● Material supplied:
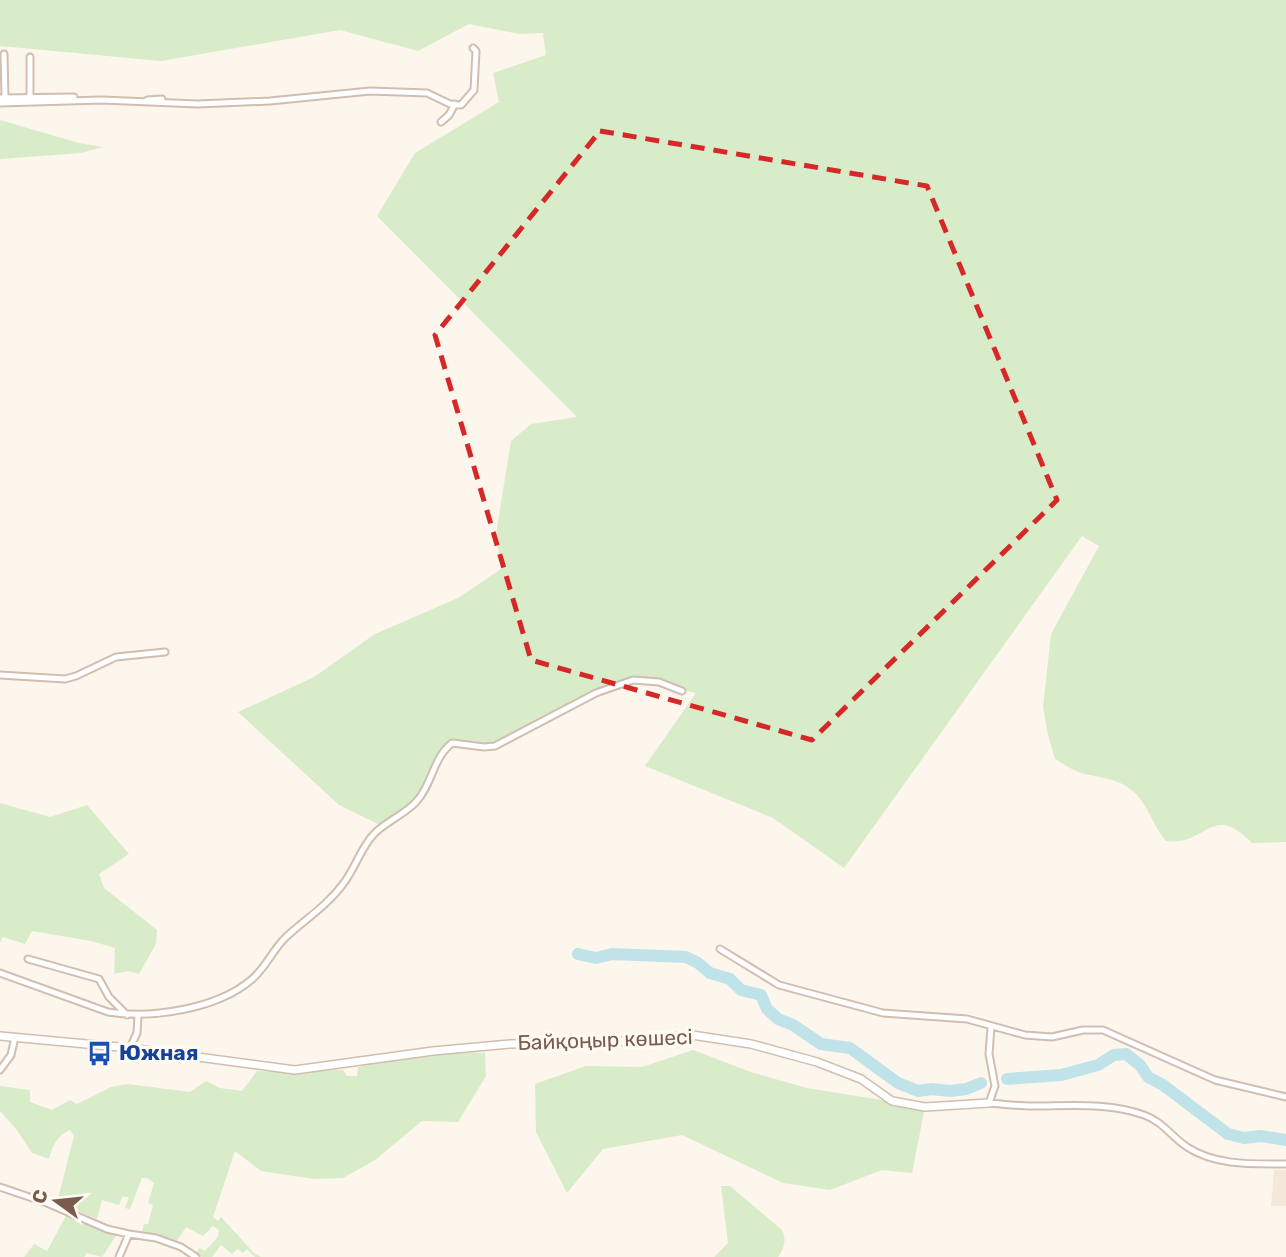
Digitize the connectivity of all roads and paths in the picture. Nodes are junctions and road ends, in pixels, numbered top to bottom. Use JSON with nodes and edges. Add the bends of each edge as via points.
{"nodes":[{"id":1,"x":472,"y":48,"type":"dead end"},
{"id":2,"x":4,"y":54,"type":"dead end"},
{"id":3,"x":30,"y":57,"type":"dead end"},
{"id":4,"x":30,"y":97,"type":"junction"},
{"id":5,"x":162,"y":99,"type":"dead end"},
{"id":6,"x":2,"y":100,"type":"edge"},
{"id":7,"x":455,"y":104,"type":"junction"},
{"id":8,"x":441,"y":122,"type":"dead end"},
{"id":9,"x":164,"y":652,"type":"dead end"},
{"id":10,"x":0,"y":675,"type":"edge"},
{"id":11,"x":682,"y":691,"type":"dead end"},
{"id":12,"x":720,"y":949,"type":"dead end"},
{"id":13,"x":28,"y":959,"type":"dead end"},
{"id":14,"x":0,"y":973,"type":"edge"},
{"id":15,"x":127,"y":1015,"type":"junction"},
{"id":16,"x":138,"y":1016,"type":"junction"},
{"id":17,"x":991,"y":1027,"type":"junction"},
{"id":18,"x":0,"y":1036,"type":"edge"},
{"id":19,"x":15,"y":1037,"type":"junction"},
{"id":20,"x":130,"y":1048,"type":"junction"},
{"id":21,"x":0,"y":1070,"type":"edge"},
{"id":22,"x":1286,"y":1097,"type":"edge"},
{"id":23,"x":989,"y":1103,"type":"junction"},
{"id":24,"x":1286,"y":1164,"type":"edge"},
{"id":25,"x":0,"y":1187,"type":"edge"},
{"id":26,"x":129,"y":1234,"type":"junction"},
{"id":27,"x":119,"y":1257,"type":"edge"},
{"id":28,"x":196,"y":1257,"type":"edge"}],
"edges":[{"from":1,"to":7,"type":"street","via":[[476,51],[474,90],[461,106]]},
{"from":2,"to":6,"type":"street"},
{"from":3,"to":4,"type":"street"},
{"from":4,"to":5,"type":"street"},
{"from":4,"to":6,"type":"street"},
{"from":6,"to":7,"type":"street","via":[[198,104],[370,90],[427,93]]},
{"from":7,"to":8,"type":"street"},
{"from":9,"to":10,"type":"street","via":[[116,657],[65,679]]},
{"from":11,"to":16,"type":"street","via":[[659,682],[633,680],[596,693],[495,746],[452,743],[432,768],[417,801],[374,832],[343,885],[278,944],[252,980],[206,1003]]},
{"from":12,"to":17,"type":"street","via":[[779,985],[803,992],[883,1013],[967,1019]]},
{"from":13,"to":15,"type":"street","via":[[99,979]]},
{"from":14,"to":15,"type":"street"},
{"from":15,"to":16,"type":"street"},
{"from":16,"to":20,"type":"street"},
{"from":17,"to":22,"type":"street","via":[[1052,1037],[1103,1030],[1216,1080]]},
{"from":17,"to":23,"type":"street","via":[[989,1054],[995,1086]]},
{"from":18,"to":19,"type":"street","name":"Байқоңыр көшесі"},
{"from":19,"to":20,"type":"street","name":"Байқоңыр көшесі"},
{"from":19,"to":21,"type":"street","via":[[11,1055]]},
{"from":20,"to":23,"type":"street","name":"Байқоңыр көшесі","via":[[295,1069],[510,1044],[692,1035],[751,1044],[817,1062],[861,1079],[892,1101],[925,1107]]},
{"from":23,"to":24,"type":"street","name":"Байқоңыр көшесі","via":[[1132,1111],[1159,1122],[1202,1156]]},
{"from":25,"to":26,"type":"street"},
{"from":26,"to":27,"type":"street"},
{"from":26,"to":28,"type":"street","via":[[156,1238]]}]}
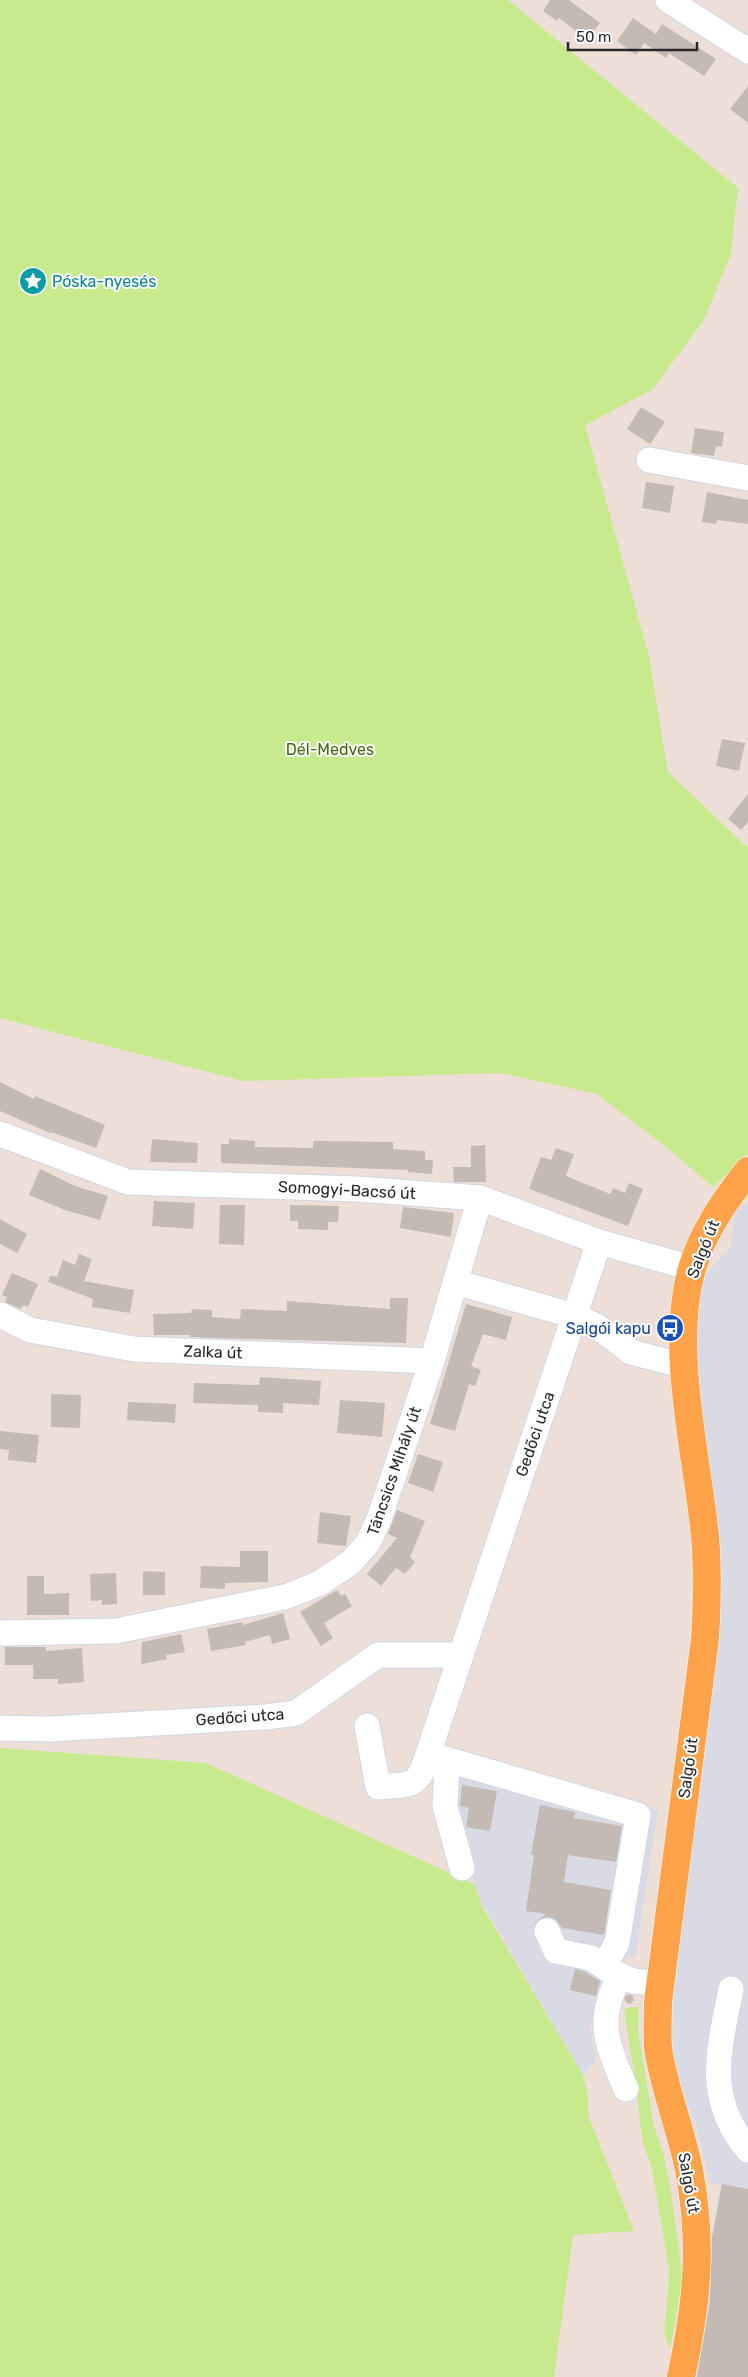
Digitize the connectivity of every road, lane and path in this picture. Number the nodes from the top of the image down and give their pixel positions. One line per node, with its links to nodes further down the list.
1 (668, 0): 2 (street)
2 (748, 51)
3 (649, 460): 4 (street)
4 (748, 478)
5 (0, 1134): 7 (street, Somogyi-Bacsó út)
6 (748, 1171): 9 (main road, Salgó út)
7 (480, 1198): 8 (street, Somogyi-Bacsó út); 10 (street, Táncsics Mihály út)
8 (599, 1242): 9 (street, Somogyi-Bacsó út); 12 (street, Gedőci utca)
9 (692, 1268): 14 (main road, Salgó út)
10 (455, 1282): 12 (street); 13 (street, Táncsics Mihály út)
11 (0, 1315): 13 (street, Zalka út)
12 (575, 1316): 14 (street); 16 (street, Gedőci utca)
13 (432, 1361): 15 (street, Táncsics Mihály út)
14 (684, 1366): 23 (main road, Salgó út)
15 (0, 1633)
16 (461, 1655): 18 (street, Gedőci utca); 19 (street, Gedőci utca)
17 (367, 1726): 19 (street)
18 (0, 1728)
19 (444, 1759): 20 (street); 22 (street)
20 (462, 1868)
21 (547, 1931): 22 (street)
22 (612, 1970): 23 (street); 25 (street)
23 (660, 1984): 27 (main road, Salgó út)
24 (731, 1989): 26 (street)
25 (626, 2089)
26 (748, 2150)
27 (681, 2377)

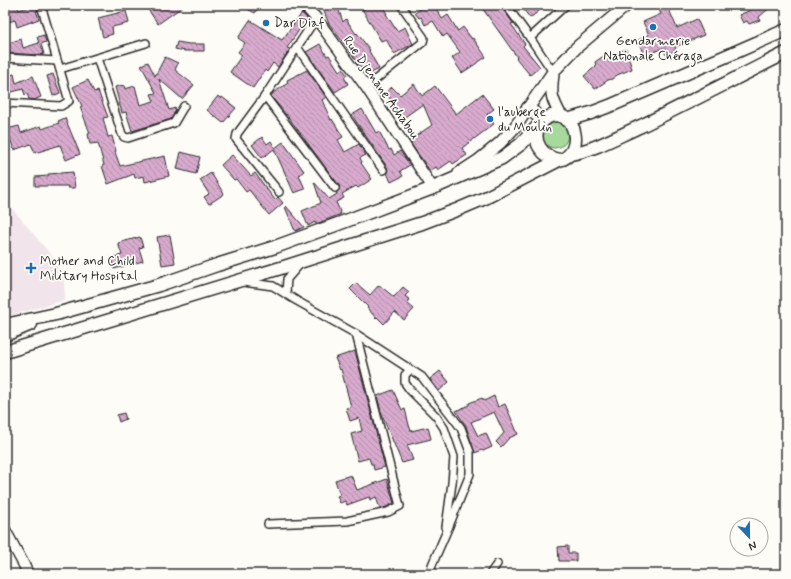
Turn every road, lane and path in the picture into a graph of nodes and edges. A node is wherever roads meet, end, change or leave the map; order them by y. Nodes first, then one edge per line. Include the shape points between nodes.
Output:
1 (41, 5) edge
2 (304, 5) edge
3 (401, 5) edge
4 (506, 5) edge
5 (566, 5) edge
6 (627, 5) edge
7 (316, 18) junction
8 (786, 30) edge
9 (530, 38) junction
10 (146, 43) dead end
11 (297, 47) junction
12 (786, 53) edge
13 (5, 58) edge
14 (97, 58) junction
15 (57, 61) junction
16 (60, 69) junction
17 (553, 72) junction
18 (366, 87) junction
19 (265, 96) junction
20 (5, 103) edge
21 (184, 106) dead end
22 (528, 108) junction
23 (564, 118) junction
24 (541, 122) junction
25 (570, 154) junction
26 (559, 160) junction
27 (383, 170) dead end
28 (437, 187) junction
29 (335, 188) dead end
30 (280, 192) dead end
31 (303, 260) junction
32 (235, 281) junction
33 (286, 294) junction
34 (56, 314) junction
35 (5, 325) edge
36 (356, 334) junction
37 (5, 335) edge
38 (5, 352) edge
39 (410, 370) junction
40 (268, 524) dead end
41 (5, 530) edge
42 (444, 538) junction
43 (497, 564) dead end
44 (28, 574) edge
45 (431, 574) edge
46 (490, 574) edge

1 - 15 street
2 - 7 main road, Rue Djenane Achabou
3 - 18 street via 422,34 423,42
4 - 9 street
5 - 9 street
6 - 17 main road via 577,47
7 - 11 street
7 - 18 main road, Rue Djenane Achabou
8 - 23 highway via 612,105 591,113
9 - 17 street
10 - 14 street
11 - 19 street
11 - 27 street
12 - 25 highway via 600,145 584,152
13 - 15 street
14 - 16 street
14 - 21 street via 124,137 128,138 174,123
15 - 16 street
16 - 20 street via 69,101 61,106
17 - 22 main road
17 - 23 main road via 552,98
18 - 28 main road, Rue Djenane Achabou
19 - 29 street
19 - 30 street via 236,139
22 - 24 highway
22 - 28 main road via 500,143
23 - 24 highway via 555,115
23 - 25 highway via 574,130 575,136
24 - 26 highway via 537,131 538,145 547,156
24 - 28 highway via 521,144 502,158
25 - 26 highway
26 - 31 highway via 459,209
28 - 34 highway via 275,247 159,285
31 - 32 highway
31 - 33 street via 287,279
32 - 33 street via 274,286
32 - 38 highway
33 - 36 street
34 - 35 highway
34 - 37 highway
36 - 39 street
36 - 40 street via 400,506 388,512 347,521
39 - 42 street via 405,375 405,383 444,428 454,457
39 - 42 street via 422,377 461,428 470,452 470,474
41 - 44 main road
42 - 45 street via 432,565
43 - 46 street

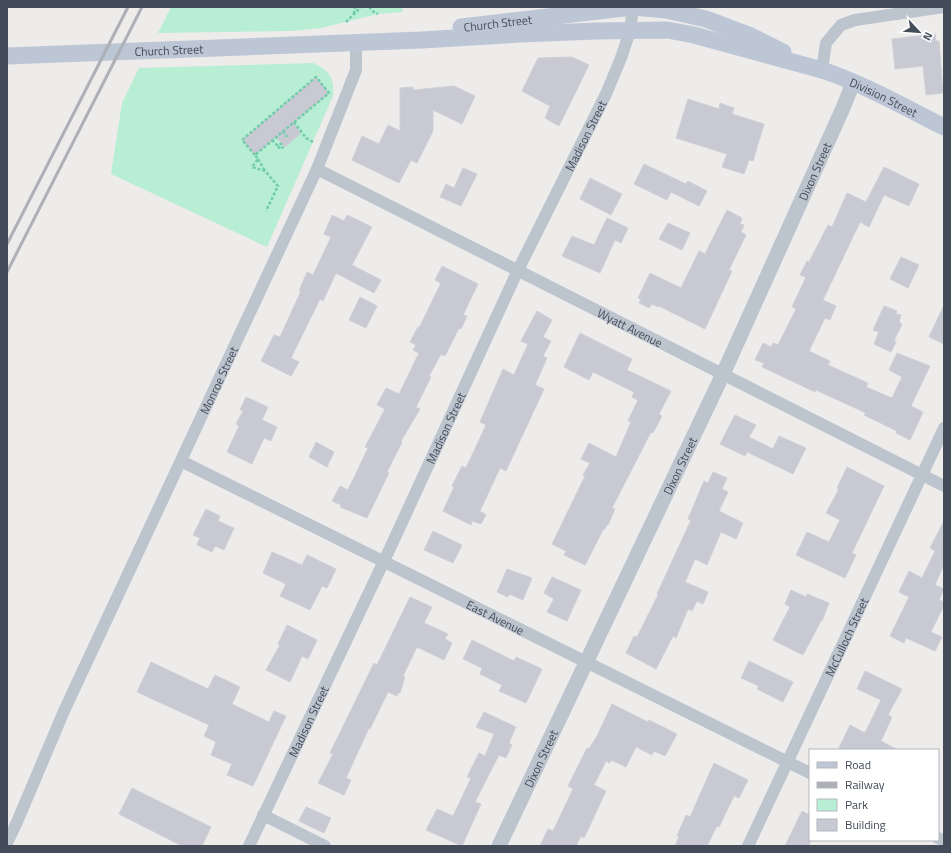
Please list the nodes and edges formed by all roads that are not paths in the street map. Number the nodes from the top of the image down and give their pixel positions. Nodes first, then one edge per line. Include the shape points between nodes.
1 (633, 7) edge
2 (944, 7) edge
3 (572, 11) edge
4 (630, 30) junction
5 (356, 43) junction
6 (7, 56) edge
7 (822, 70) junction
8 (853, 82) junction
9 (944, 127) edge
10 (317, 169) junction
11 (518, 270) junction
12 (723, 374) junction
13 (944, 428) edge
14 (181, 461) junction
15 (922, 475) junction
16 (944, 486) edge
17 (384, 561) junction
18 (586, 661) junction
19 (787, 762) junction
20 (809, 773) edge
21 (263, 815) junction
22 (7, 843) edge
23 (249, 846) edge
24 (325, 846) edge
25 (499, 846) edge
26 (748, 846) edge

1 - 3 main road, Church Street
1 - 4 street, Madison Street
1 - 7 main road, Church Street via 706,18
2 - 7 street via 855,20 841,25 826,44
3 - 5 main road, Church Street
4 - 5 main road, Church Street
4 - 7 main road, Church Street via 667,30 694,35
4 - 11 street, Madison Street via 606,94
5 - 6 main road, Church Street
5 - 10 street, Monroe Street via 356,70
7 - 8 main road, Division Street
8 - 9 main road, Division Street
8 - 12 street, Dixon Street
10 - 11 street, Wyatt Avenue
10 - 14 street, Monroe Street
11 - 12 street, Wyatt Avenue
11 - 17 street, Madison Street
12 - 15 street, Wyatt Avenue
12 - 18 street, Dixon Street
13 - 15 street, McCulloch Street
14 - 17 street, East Avenue
14 - 22 street, Monroe Street via 64,711
15 - 16 street, Wyatt Avenue
15 - 19 street, McCulloch Street
17 - 18 street, East Avenue
17 - 21 street, Madison Street
18 - 19 street, East Avenue
18 - 25 street, Dixon Street
19 - 20 street, East Avenue
19 - 26 street, McCulloch Street
21 - 23 street, Madison Street
21 - 24 street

● Task to complete: The result should be every line that contains "Wyatt", copied from the entries.

● Response for this exercise:
10 - 11 street, Wyatt Avenue
11 - 12 street, Wyatt Avenue
12 - 15 street, Wyatt Avenue
15 - 16 street, Wyatt Avenue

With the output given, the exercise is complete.